Copy out the lines of the records below, and only those lines, from the one with "pinky pip: (797, 865)" through the one with "pinky mcp: (1116, 793)", exactly as they appear.

(Keypoint coordinate data)

- Opening Delimiter -

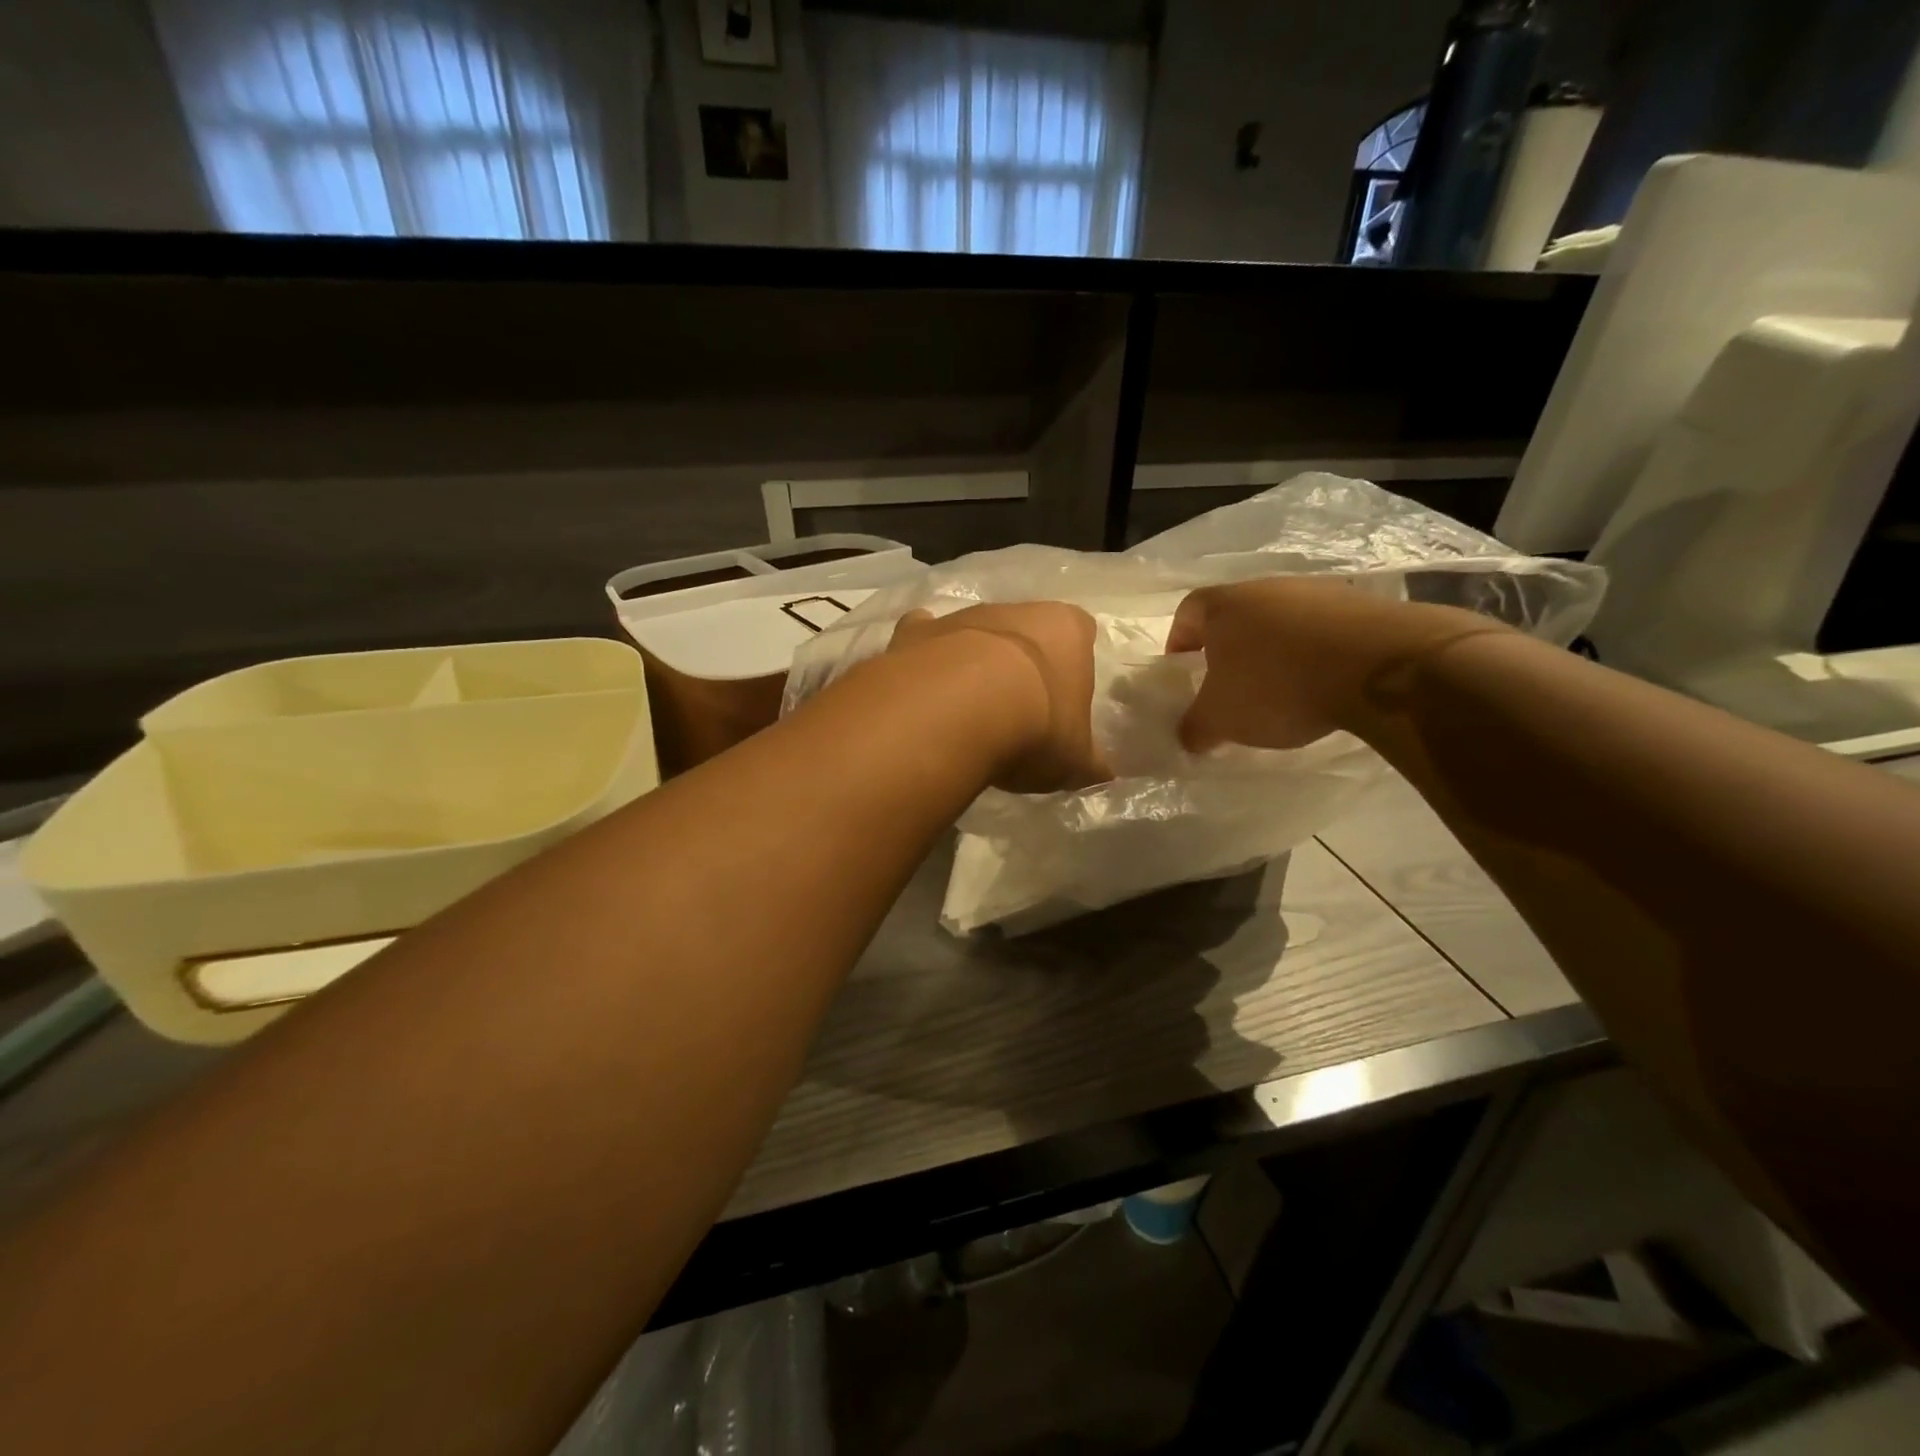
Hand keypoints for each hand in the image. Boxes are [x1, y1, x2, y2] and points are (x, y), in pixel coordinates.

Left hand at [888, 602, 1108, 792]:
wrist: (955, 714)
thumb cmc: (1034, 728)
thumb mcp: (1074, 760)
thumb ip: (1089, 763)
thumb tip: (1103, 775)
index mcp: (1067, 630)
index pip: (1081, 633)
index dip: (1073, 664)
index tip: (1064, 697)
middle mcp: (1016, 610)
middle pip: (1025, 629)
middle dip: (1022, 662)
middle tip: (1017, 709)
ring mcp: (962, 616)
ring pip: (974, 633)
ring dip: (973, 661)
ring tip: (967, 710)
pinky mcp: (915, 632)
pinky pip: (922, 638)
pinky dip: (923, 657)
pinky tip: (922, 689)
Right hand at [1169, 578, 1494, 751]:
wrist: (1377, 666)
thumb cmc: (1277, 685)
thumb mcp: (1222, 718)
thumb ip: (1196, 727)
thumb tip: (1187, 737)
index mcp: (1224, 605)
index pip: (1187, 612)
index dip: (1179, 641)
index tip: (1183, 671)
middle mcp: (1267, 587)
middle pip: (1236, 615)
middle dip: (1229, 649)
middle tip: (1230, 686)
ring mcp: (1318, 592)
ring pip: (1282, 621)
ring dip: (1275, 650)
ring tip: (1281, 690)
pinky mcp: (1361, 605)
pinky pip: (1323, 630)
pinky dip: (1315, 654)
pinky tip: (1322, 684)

- Closing Delimiter -
- Opening Delimiter -

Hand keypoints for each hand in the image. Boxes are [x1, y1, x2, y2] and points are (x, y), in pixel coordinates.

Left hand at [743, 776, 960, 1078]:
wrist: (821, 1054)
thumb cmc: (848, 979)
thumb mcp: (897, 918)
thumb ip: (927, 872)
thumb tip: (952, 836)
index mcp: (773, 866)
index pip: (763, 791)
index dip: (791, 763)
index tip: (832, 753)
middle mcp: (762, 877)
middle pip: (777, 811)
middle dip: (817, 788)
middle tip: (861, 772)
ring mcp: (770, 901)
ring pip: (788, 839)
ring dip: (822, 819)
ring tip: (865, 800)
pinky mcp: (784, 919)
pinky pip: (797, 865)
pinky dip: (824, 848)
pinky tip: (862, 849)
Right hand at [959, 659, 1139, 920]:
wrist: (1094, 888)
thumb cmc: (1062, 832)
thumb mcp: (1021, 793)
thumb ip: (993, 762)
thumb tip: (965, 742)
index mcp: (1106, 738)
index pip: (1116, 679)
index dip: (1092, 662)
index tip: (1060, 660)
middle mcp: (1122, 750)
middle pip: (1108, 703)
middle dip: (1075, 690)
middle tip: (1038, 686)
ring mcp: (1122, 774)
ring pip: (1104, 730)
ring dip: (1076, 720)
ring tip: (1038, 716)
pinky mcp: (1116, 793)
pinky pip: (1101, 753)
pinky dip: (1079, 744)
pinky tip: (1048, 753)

- Closing Delimiter -
- Opening Delimiter -

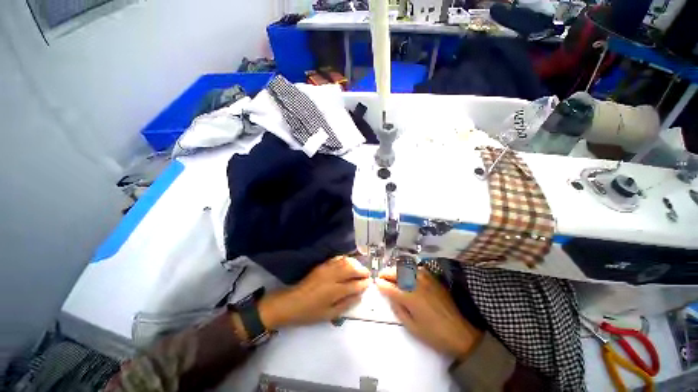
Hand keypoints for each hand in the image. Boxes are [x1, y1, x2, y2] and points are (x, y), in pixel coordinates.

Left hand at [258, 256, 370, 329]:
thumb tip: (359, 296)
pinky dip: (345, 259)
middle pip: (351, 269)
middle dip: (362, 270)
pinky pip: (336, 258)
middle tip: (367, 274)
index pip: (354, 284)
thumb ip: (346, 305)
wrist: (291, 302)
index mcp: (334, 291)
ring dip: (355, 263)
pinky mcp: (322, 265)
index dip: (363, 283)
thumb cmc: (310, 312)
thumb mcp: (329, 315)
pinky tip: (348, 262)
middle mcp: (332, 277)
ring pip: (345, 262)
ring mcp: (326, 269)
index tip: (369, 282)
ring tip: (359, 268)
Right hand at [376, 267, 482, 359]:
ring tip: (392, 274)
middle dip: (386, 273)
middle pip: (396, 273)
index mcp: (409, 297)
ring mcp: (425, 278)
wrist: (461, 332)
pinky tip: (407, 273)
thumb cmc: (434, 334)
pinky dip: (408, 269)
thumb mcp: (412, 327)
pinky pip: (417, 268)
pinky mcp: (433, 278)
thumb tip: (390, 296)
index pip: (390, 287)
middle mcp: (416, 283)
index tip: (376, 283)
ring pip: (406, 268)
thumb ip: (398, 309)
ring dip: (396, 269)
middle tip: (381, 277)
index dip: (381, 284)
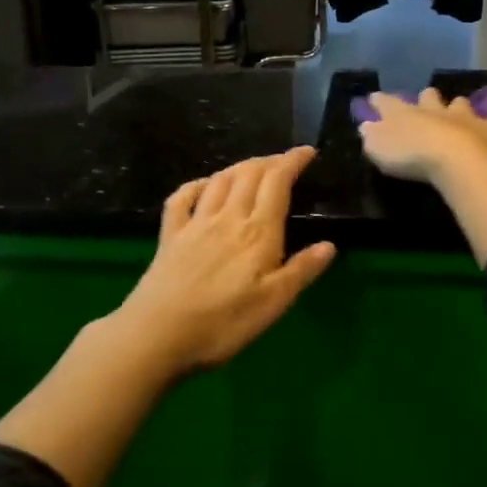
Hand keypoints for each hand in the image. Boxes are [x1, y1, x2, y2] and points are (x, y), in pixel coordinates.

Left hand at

- Closing Delimiter -

ANSWER –
pinky pip: (797, 865)
pinky dip: (824, 848)
pinky tip: (862, 849)
Right hand at [959, 659, 1139, 920]:
wrist: (1094, 888)
thumb cmc: (1062, 832)
thumb mcp: (1021, 793)
thumb ip: (993, 762)
thumb tip: (965, 742)
index mcp: (1106, 738)
index pip: (1116, 679)
index dip: (1092, 662)
index tip: (1060, 660)
middle mcp: (1122, 750)
middle pip: (1108, 703)
middle dip: (1075, 690)
middle tip: (1038, 686)
ring mcp: (1122, 774)
ring pip: (1104, 730)
ring dip: (1076, 720)
ring tip: (1038, 716)
pinky mcp: (1116, 793)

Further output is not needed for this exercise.